Segmentation has been a major area of interest within the fields of computer vision and medical imaging for years. Owing to their success, deep learning based algorithms have become the standard choice for semantic segmentation in the literature. Most state-of-the-art studies model segmentation as a pixel-level classification problem [2, 3, 4]. Pixel-level loss is a promising direction but, it fails to incorporate global semantics and relations. To address this issue researchers have proposed a variety of strategies. A great deal of previous research uses a post-processing step to capture pairwise or higher level relations. Conditional Random Field (CRF) was used in [2]

as an offline post-processing step to modify edges of objects and remove false positives in CNN output. In other studies, to avoid offline post-processing and provide an end-to-end framework for segmentation, mean-field approximate inference for CRF with Gaussian pairwise potentials was modeled through Recurrent Neural Network (RNN) 

[17].

In parallel to post processing attempts, another branch of research tried to capture this global context through multi-scale or pyramid frameworks. In [2, 3, 4], several spatial pyramid pooling at different scales with both conventional convolution layers and Atrous convolution layers were used to keep both contextual and pixel-level information. Despite such efforts, combining local and global information in an optimal manner is not a solved problem, yet.

Following by the seminal work by Goodfellow et.al. in [7] a great deal of research has been done on adversarial learning [15, 8, 14, 10]. Specific to segmentation, for the first time, Luc et. al. [8] proposed the use of a discriminator along with a segmentor in an adversarial min-max game to capture long-range label consistencies. In another study SegAN was introduced, in which the segmentor plays the role of generator being in a min-max game with a discriminator with a multi-scale L1 loss [14]. A similar approach was taken for structure correction in chest X-rays segmentation in [5]. A conditional GAN approach was taken in [10] for brain tumor segmentation.

In this paper, we focused on the challenging problem of pancreas segmentation from CT images, although our framework is generic and can be applied to any 3D object segmentgation problem. This particular application has unique challenges due to the complex shape and orientation of pancreas, having low contrast with neighbouring tissues and relatively small and varying size. Pancreas segmentation were studied widely in the literature. Yu et al. introduced a recurrence saliency transformation network, which uses the information from previous iteration as a spatial weight for current iteration 

[16]. In another attempt, U-Net with an attention gate was proposed in [9]. Similarly, a two-cascaded-stage based method was used to localize and segment pancreas from CT scans in [13]. A prediction-segmentation mask was used in [18] for constraining the segmentation with a coarse-to-fine strategy. Furthermore, a segmentation network with RNN was proposed in [1] to capture the spatial information among slices. The unique challenges of pancreas segmentation (complex shape and small organ) shifted the literature towards methods with coarse-to-fine and multi-stage frameworks, promising but computationally expensive.

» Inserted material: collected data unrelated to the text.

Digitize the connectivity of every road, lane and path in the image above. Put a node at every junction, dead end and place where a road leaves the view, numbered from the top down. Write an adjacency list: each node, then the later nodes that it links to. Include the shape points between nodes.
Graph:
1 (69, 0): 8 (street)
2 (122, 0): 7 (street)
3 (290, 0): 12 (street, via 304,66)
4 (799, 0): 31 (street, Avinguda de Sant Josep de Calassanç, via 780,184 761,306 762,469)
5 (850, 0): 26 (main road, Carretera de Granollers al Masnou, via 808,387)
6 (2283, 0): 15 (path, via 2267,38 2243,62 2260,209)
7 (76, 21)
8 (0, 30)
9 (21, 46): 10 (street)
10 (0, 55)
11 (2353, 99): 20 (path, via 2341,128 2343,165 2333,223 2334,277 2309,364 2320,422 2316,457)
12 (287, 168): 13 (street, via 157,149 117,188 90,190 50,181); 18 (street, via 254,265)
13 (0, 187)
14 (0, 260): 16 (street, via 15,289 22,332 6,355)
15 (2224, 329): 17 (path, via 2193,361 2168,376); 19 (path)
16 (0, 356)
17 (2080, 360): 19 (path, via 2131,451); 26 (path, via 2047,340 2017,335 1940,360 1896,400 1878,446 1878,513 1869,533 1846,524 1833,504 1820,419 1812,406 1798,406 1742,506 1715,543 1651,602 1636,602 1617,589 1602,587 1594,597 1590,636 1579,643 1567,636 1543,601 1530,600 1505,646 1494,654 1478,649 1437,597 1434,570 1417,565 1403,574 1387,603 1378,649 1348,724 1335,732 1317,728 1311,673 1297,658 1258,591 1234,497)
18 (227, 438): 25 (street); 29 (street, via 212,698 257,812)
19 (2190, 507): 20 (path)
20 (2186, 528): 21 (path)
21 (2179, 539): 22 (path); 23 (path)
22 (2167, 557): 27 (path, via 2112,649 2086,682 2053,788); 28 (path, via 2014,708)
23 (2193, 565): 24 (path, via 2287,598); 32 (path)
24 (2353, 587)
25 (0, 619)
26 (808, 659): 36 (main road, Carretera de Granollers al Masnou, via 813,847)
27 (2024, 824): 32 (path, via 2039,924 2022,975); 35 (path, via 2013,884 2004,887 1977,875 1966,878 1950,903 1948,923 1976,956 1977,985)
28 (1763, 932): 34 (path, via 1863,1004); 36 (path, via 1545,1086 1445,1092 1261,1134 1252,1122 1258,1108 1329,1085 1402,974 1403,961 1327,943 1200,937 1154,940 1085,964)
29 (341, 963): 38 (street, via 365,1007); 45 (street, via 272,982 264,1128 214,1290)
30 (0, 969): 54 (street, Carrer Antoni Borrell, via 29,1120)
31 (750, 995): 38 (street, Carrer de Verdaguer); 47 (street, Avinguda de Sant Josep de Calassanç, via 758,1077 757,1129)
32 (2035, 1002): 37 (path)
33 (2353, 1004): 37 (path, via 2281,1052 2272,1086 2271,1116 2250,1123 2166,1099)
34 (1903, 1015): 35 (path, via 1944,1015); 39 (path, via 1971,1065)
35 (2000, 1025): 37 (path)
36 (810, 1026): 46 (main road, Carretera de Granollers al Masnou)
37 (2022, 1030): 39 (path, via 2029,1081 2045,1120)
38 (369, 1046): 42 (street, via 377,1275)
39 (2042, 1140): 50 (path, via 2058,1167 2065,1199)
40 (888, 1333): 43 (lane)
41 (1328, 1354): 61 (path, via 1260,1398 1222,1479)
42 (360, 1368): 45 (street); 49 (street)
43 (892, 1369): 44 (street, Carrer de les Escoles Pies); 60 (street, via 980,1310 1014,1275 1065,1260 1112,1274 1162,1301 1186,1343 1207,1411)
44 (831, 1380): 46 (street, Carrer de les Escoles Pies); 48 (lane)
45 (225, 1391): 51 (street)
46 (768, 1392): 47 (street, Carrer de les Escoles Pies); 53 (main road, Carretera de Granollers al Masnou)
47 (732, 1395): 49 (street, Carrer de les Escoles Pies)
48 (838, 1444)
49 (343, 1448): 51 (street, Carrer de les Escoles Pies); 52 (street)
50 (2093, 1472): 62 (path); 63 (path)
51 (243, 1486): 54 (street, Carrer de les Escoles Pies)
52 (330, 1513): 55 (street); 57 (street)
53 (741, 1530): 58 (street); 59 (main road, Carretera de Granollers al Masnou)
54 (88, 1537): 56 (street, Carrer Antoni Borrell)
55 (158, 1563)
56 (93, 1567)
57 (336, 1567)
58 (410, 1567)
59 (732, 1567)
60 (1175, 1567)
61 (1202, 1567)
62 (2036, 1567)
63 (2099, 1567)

Summary of our contributions: The current literature on segmentation fails to capture 3D high-level shape and semantics with a low-computation and effective framework. In this paper, for the fist time in the literature, we propose a projective adversarial network (PAN) for segmentation to fill this research gap. Our method is able to capture 3D relations through 2D projections of objects, without relying on 3D images or adding to the complexity of the segmentor. Furthermore, we introduce an attention module to selectively integrate high-level, whole-image features from the segmentor into our adversarial network. With comprehensive evaluations, we showed that our proposed framework achieves the state-of-the-art performance on publicly available CT pancreas segmentation dataset [11] even when a simple encoder-decoder network was used as segmentor.

2 Method

Our proposed method is built upon the adversarial networks. The proposed framework’s overview is illustrated in Figure 1. We have three networks: a segmentor ( in Figure 1), which is our main network and was used during the test phase, and two adversarial networks ( and in Figure 1), each with a specific task. The first adversarial network () captures high-level spatial label contiguity while the second adversarial network () enforces the 3D semantics through a 2D projection learning strategy. The adversarial networks were used only during the training phase to boost the performance of the segmentor without adding to its complexity.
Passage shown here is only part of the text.